It would help if you retyped the data exactly, leaving out the pictures.

- - - -

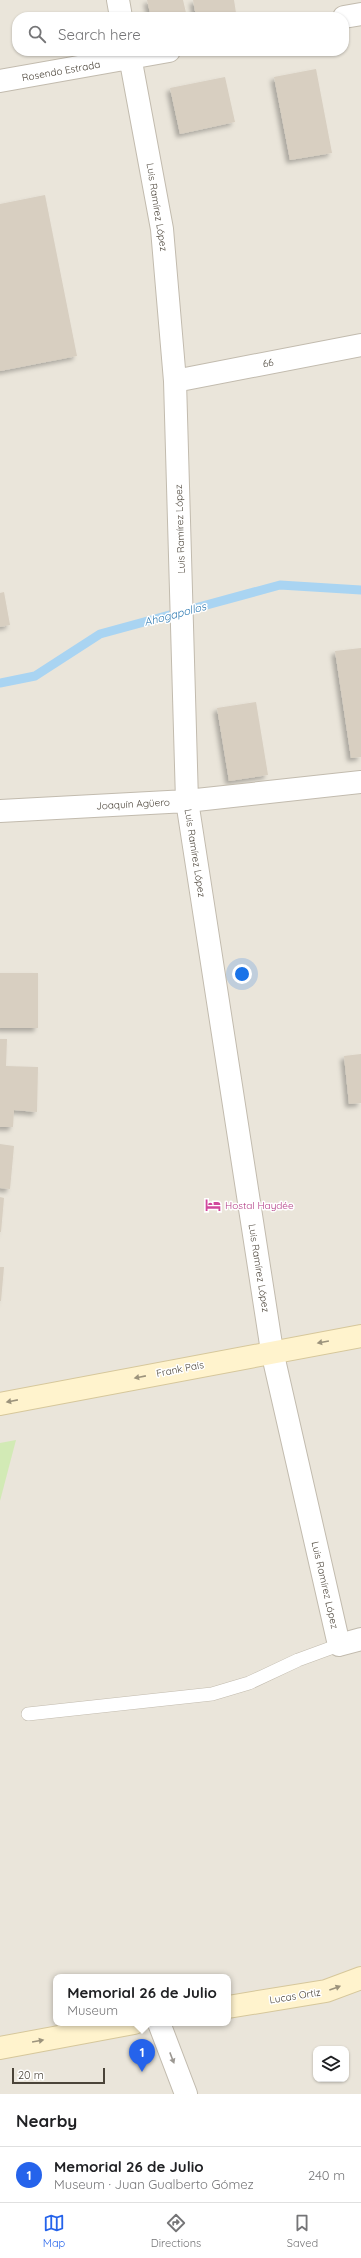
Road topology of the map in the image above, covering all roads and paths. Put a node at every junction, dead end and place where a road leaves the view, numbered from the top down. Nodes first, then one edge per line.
1 (118, 0) edge
2 (121, 12) edge
3 (361, 14) edge
4 (349, 16) edge
5 (125, 56) edge
6 (130, 56) edge
7 (0, 81) edge
8 (361, 345) edge
9 (175, 381) junction
10 (361, 782) edge
11 (187, 801) junction
12 (0, 811) edge
13 (361, 1336) edge
14 (272, 1351) junction
15 (0, 1404) edge
16 (361, 1639) edge
17 (339, 1645) junction
18 (28, 1714) dead end
19 (361, 1978) edge
20 (231, 2007) edge
21 (118, 2026) edge
22 (160, 2026) edge
23 (0, 2048) edge
24 (186, 2094) edge

1 - 2 street
3 - 4 street
5 - 7 street, Rosendo Estrada
6 - 9 street, Luis Ramírez López
8 - 9 street, 66
9 - 11 street, Luis Ramírez López
10 - 11 street, Joaquín Agüero
11 - 12 street, Joaquín Agüero
11 - 14 street, Luis Ramírez López
13 -> 14 main road, Frank País
14 -> 15 main road, Frank País
14 - 17 street, Luis Ramírez López
16 - 17 street
17 - 18 lane
20 -> 19 main road, Lucas Ortiz
23 -> 21 main road
22 -> 24 street

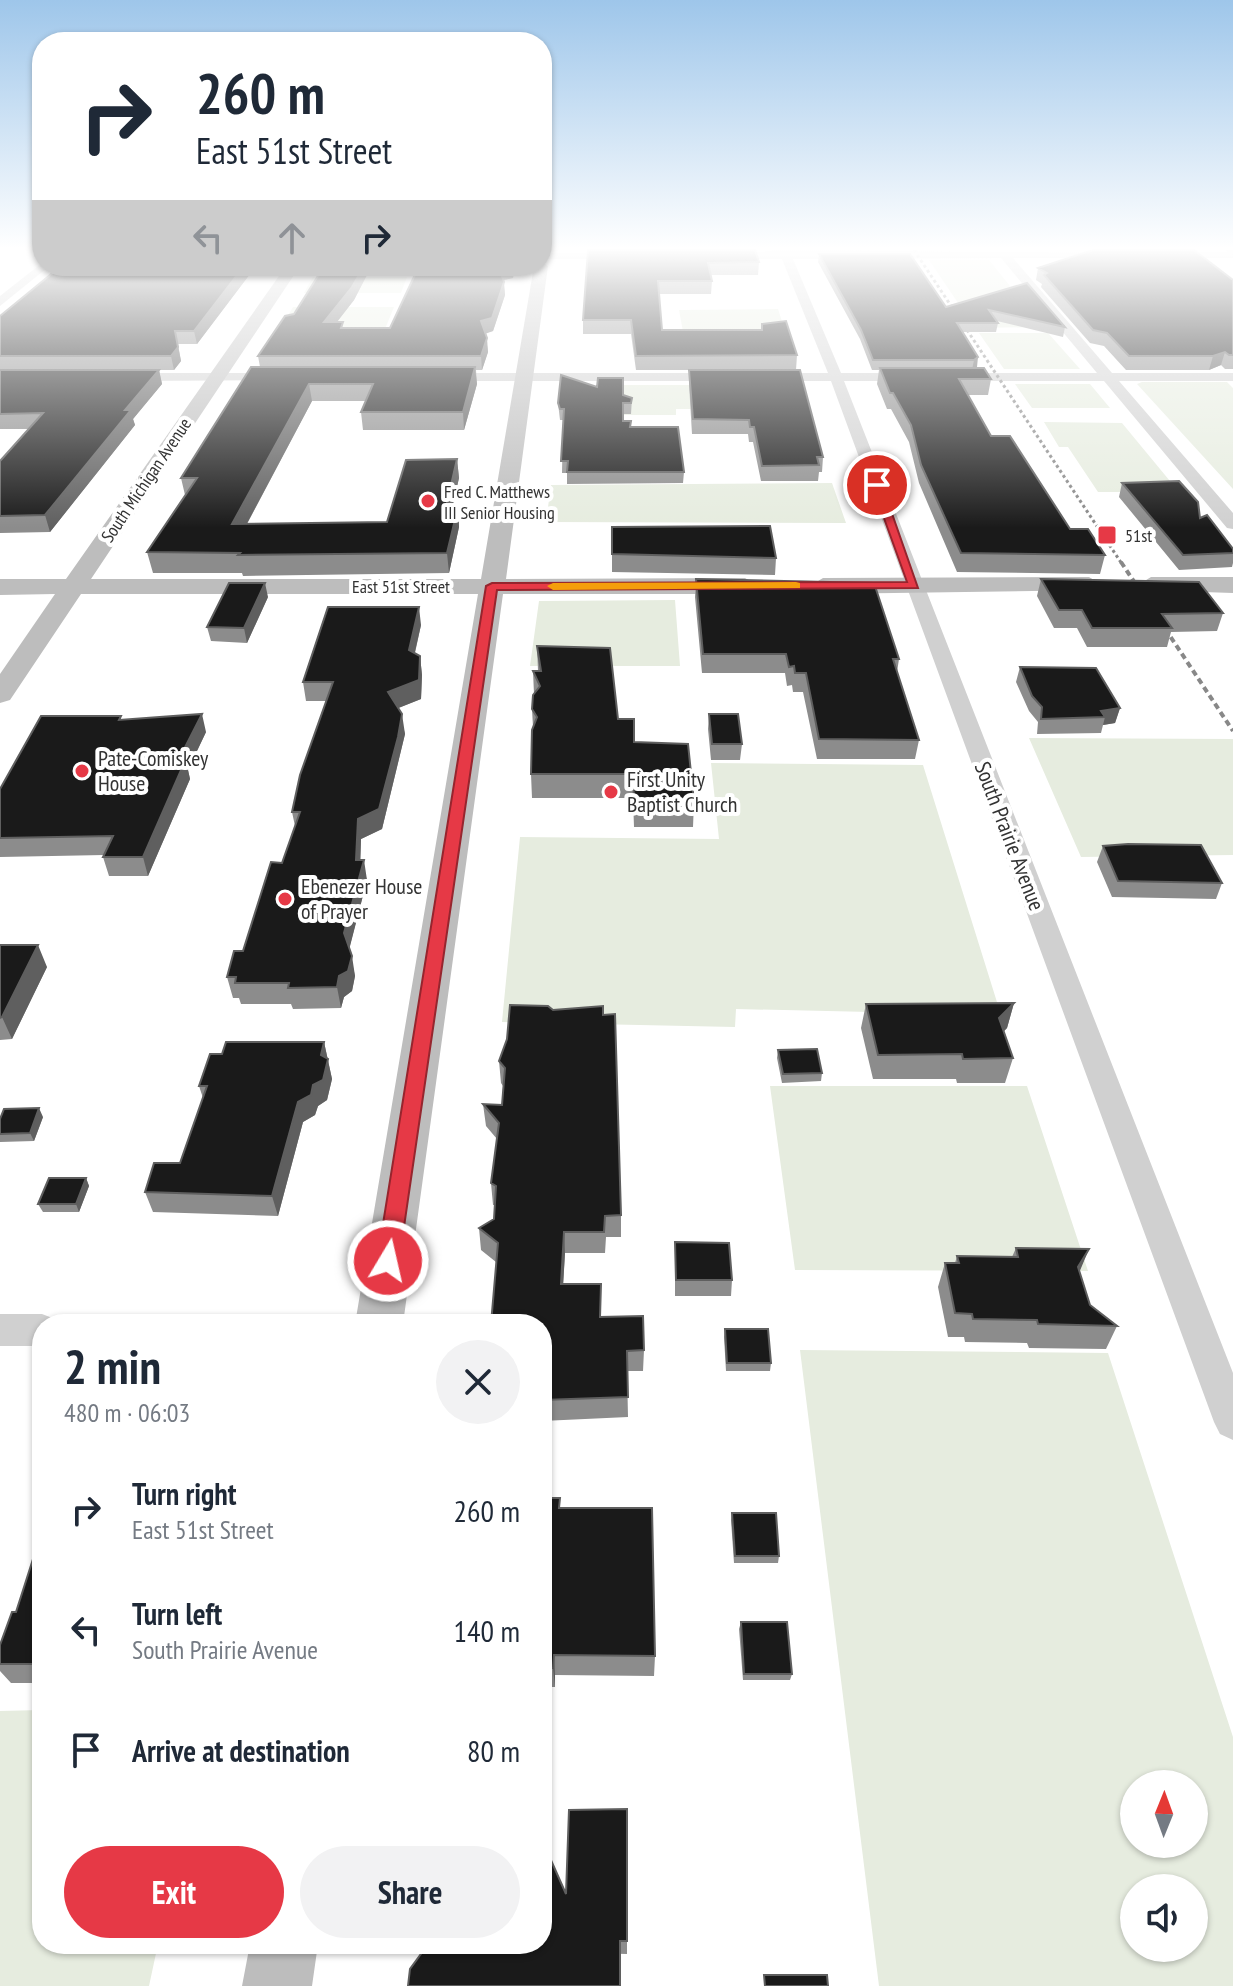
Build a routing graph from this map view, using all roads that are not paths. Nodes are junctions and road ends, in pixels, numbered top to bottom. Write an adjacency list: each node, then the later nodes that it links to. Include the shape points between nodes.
1 (240, 343): 6 (street, South Michigan Avenue)
2 (529, 343): 9 (street)
3 (822, 343): 10 (street, South Prairie Avenue)
4 (1079, 343): 11 (street)
5 (107, 377): 6 (street)
6 (216, 377): 7 (street); 20 (street, South Michigan Avenue)
7 (294, 377)
8 (430, 377): 9 (street)
9 (524, 377): 10 (street); 15 (street)
10 (836, 377): 11 (street); 18 (street, South Prairie Avenue)
11 (1108, 377): 12 (street); 13 (street)
12 (1233, 377)
13 (1233, 524)
14 (1233, 585): 18 (street)
15 (492, 586): 16 (street, East 51st Street); 20 (street, East 51st Street); 22 (street)
16 (763, 586)
17 (794, 586): 18 (street)
18 (914, 586): 25 (street, South Prairie Avenue)
19 (0, 587): 20 (street, East 51st Street)
20 (74, 587): 21 (street, South Michigan Avenue)
21 (0, 694)
22 (381, 1314)
23 (0, 1330): 24 (street)
24 (32, 1330)
25 (1233, 1422)
26 (282, 1954): 27 (street)
27 (277, 1986)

- - - -

ANSWER BOX
Road topology of the map in the image above, covering all roads and paths. Put a node at every junction, dead end and place where a road leaves the view, numbered from the top down. Nodes first, then one edge per line.
1 (118, 0) edge
2 (121, 12) edge
3 (361, 14) edge
4 (349, 16) edge
5 (125, 56) edge
6 (130, 56) edge
7 (0, 81) edge
8 (361, 345) edge
9 (175, 381) junction
10 (361, 782) edge
11 (187, 801) junction
12 (0, 811) edge
13 (361, 1336) edge
14 (272, 1351) junction
15 (0, 1404) edge
16 (361, 1639) edge
17 (339, 1645) junction
18 (28, 1714) dead end
19 (361, 1978) edge
20 (231, 2007) edge
21 (118, 2026) edge
22 (160, 2026) edge
23 (0, 2048) edge
24 (186, 2094) edge

1 - 2 street
3 - 4 street
5 - 7 street, Rosendo Estrada
6 - 9 street, Luis Ramírez López
8 - 9 street, 66
9 - 11 street, Luis Ramírez López
10 - 11 street, Joaquín Agüero
11 - 12 street, Joaquín Agüero
11 - 14 street, Luis Ramírez López
13 -> 14 main road, Frank País
14 -> 15 main road, Frank País
14 - 17 street, Luis Ramírez López
16 - 17 street
17 - 18 lane
20 -> 19 main road, Lucas Ortiz
23 -> 21 main road
22 -> 24 street

Build a routing graph from this map view, using all roads that are not paths. Nodes are junctions and road ends, in pixels, numbered top to bottom. Write an adjacency list: each node, then the later nodes that it links to. Include the shape points between nodes.
1 (240, 343): 6 (street, South Michigan Avenue)
2 (529, 343): 9 (street)
3 (822, 343): 10 (street, South Prairie Avenue)
4 (1079, 343): 11 (street)
5 (107, 377): 6 (street)
6 (216, 377): 7 (street); 20 (street, South Michigan Avenue)
7 (294, 377)
8 (430, 377): 9 (street)
9 (524, 377): 10 (street); 15 (street)
10 (836, 377): 11 (street); 18 (street, South Prairie Avenue)
11 (1108, 377): 12 (street); 13 (street)
12 (1233, 377)
13 (1233, 524)
14 (1233, 585): 18 (street)
15 (492, 586): 16 (street, East 51st Street); 20 (street, East 51st Street); 22 (street)
16 (763, 586)
17 (794, 586): 18 (street)
18 (914, 586): 25 (street, South Prairie Avenue)
19 (0, 587): 20 (street, East 51st Street)
20 (74, 587): 21 (street, South Michigan Avenue)
21 (0, 694)
22 (381, 1314)
23 (0, 1330): 24 (street)
24 (32, 1330)
25 (1233, 1422)
26 (282, 1954): 27 (street)
27 (277, 1986)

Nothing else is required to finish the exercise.